Combining the three departments resulted in the elimination of 21 positions, 19 of which will ultimately be filled as new positions in the Success Centers.
A search committee that met in July and August did not recommend six people who worked in the old departments for rehire.
The search committee is looking internally to fill five remaining positions.
A team of advising professionals from other colleges reviewed USM’s advising services last fall. They found that departments in charge of advising students were convoluted and often hindered student success.
“We have many students who apply for graduation and don’t finish. I worry about them,” said Susan Campbell, associate vice president for Academic Affairs. “We need to monitor student progress to a degree – and through a degree.”
According to the Conceptual Framework document penned by Campbell and presented at a joint senate meeting in June, “the establishment of Student Success Centers that serve as the first point of student referral will reduce the ‘run-around’ that continues to plague our student complaints.”
“It’s an integrated model. What we’re really looking at is connecting with students in meaningful way from the point of acceptance [into USM],” Campbell said.
Changing advising services has been a major goal for Student Body President Maggie Guzman. The new streamlined Success Centers will help students get through a degree with fewer headaches, she said.

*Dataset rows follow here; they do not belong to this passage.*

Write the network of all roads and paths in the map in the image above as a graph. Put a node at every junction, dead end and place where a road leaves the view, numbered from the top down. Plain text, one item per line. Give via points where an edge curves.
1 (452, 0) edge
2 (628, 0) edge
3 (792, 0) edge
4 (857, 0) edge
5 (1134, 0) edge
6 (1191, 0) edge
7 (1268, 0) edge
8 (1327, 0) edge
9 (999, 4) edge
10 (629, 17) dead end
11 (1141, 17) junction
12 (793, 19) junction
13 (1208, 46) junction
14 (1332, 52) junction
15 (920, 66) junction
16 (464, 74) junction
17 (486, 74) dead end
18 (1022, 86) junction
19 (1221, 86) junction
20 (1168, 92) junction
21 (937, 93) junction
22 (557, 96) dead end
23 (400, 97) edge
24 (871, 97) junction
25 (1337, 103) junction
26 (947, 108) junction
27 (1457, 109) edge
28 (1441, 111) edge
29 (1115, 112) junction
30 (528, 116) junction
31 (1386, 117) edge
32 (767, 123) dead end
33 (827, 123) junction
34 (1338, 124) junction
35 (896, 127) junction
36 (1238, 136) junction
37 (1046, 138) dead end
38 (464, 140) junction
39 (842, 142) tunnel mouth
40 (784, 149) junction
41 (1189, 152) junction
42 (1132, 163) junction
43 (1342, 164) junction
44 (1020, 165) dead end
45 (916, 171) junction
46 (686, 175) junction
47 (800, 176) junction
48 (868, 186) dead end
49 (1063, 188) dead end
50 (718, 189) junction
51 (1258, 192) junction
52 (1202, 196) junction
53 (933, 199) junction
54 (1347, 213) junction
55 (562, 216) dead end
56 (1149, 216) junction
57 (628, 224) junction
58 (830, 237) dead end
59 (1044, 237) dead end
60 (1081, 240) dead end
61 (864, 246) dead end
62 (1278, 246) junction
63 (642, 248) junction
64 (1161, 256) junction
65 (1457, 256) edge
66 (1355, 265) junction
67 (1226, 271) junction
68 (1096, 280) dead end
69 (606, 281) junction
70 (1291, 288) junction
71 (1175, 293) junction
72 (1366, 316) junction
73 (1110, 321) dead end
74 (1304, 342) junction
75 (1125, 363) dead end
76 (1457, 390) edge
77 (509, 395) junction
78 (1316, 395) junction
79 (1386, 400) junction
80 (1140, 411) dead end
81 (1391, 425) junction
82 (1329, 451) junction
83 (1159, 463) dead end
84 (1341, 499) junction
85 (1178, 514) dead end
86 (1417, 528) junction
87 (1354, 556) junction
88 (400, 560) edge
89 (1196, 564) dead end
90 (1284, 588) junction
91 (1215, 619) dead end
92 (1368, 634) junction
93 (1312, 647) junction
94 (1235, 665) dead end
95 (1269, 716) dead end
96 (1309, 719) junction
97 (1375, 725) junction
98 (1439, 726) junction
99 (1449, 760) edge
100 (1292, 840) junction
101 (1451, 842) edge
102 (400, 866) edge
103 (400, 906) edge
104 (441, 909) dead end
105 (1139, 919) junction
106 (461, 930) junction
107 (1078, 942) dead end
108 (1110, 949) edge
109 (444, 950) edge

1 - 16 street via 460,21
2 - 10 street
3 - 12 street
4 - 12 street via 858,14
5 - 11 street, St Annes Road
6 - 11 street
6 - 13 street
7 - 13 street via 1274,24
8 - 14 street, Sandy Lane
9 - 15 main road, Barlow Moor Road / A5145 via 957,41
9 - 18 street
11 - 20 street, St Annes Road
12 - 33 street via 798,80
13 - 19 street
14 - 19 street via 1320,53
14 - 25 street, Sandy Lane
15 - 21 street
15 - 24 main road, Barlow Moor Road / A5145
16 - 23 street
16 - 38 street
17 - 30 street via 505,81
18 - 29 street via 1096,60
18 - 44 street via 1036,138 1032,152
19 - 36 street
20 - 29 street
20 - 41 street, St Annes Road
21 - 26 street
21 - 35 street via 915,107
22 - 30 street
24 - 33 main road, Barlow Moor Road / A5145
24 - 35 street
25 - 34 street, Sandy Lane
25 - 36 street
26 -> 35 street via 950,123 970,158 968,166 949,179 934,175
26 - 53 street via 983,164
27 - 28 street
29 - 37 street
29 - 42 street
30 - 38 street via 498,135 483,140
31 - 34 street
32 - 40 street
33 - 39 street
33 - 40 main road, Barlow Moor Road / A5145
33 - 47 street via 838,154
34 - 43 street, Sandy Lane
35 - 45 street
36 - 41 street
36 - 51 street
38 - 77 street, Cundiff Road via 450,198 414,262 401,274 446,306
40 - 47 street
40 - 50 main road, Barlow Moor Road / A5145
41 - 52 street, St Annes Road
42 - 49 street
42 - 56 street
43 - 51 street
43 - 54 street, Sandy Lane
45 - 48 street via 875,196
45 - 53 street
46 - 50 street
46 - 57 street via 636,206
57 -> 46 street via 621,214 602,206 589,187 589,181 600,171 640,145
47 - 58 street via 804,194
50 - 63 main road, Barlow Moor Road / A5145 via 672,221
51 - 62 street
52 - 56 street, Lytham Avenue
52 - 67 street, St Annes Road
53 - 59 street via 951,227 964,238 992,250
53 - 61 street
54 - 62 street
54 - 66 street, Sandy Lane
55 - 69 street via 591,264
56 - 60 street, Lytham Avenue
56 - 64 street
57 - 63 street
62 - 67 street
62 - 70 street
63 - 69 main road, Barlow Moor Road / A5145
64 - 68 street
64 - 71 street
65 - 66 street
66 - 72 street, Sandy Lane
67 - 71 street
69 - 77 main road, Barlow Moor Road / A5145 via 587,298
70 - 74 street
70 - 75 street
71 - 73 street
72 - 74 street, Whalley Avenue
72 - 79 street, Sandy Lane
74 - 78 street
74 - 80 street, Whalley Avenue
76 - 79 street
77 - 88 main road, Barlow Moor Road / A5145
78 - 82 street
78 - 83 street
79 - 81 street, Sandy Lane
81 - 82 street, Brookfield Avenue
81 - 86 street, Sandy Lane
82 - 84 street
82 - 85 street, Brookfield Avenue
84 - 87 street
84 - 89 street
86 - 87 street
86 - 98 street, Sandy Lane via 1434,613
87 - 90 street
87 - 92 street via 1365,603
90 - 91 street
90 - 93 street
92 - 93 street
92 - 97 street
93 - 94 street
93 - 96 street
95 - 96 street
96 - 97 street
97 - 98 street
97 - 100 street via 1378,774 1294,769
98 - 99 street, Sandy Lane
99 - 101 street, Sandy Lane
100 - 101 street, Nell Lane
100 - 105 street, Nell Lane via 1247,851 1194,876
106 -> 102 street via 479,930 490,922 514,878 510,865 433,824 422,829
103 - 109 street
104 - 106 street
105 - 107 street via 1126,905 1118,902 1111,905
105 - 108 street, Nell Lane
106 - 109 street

“You still have an academic advisor and a financial aid advisor, but now you have someone else who is kind of like ensuring that you’re getting up-to-date information,” she said.
A kiosk in Bailey Hall in Gorham was built to welcome students, Campbell said, because “there’s an awful lot on the Portland campus and in Gorham there’s not as much.” The new facility is the only physical addition to the University as a result of the new department, but Campbell plans to improve on the Center in Portland as well.
“We do want to look at that lobby area in Payson [Smith Hall]. I think it needs some work,” she said.
Campbell said the Strategic Plan – a five-year manifesto outlining broad changes to the structure of USM – was a guide for the decision to create the Student Success Centers.
“We have one University and three campuses,” she said. “We need to find a way to bring cohesion to services.”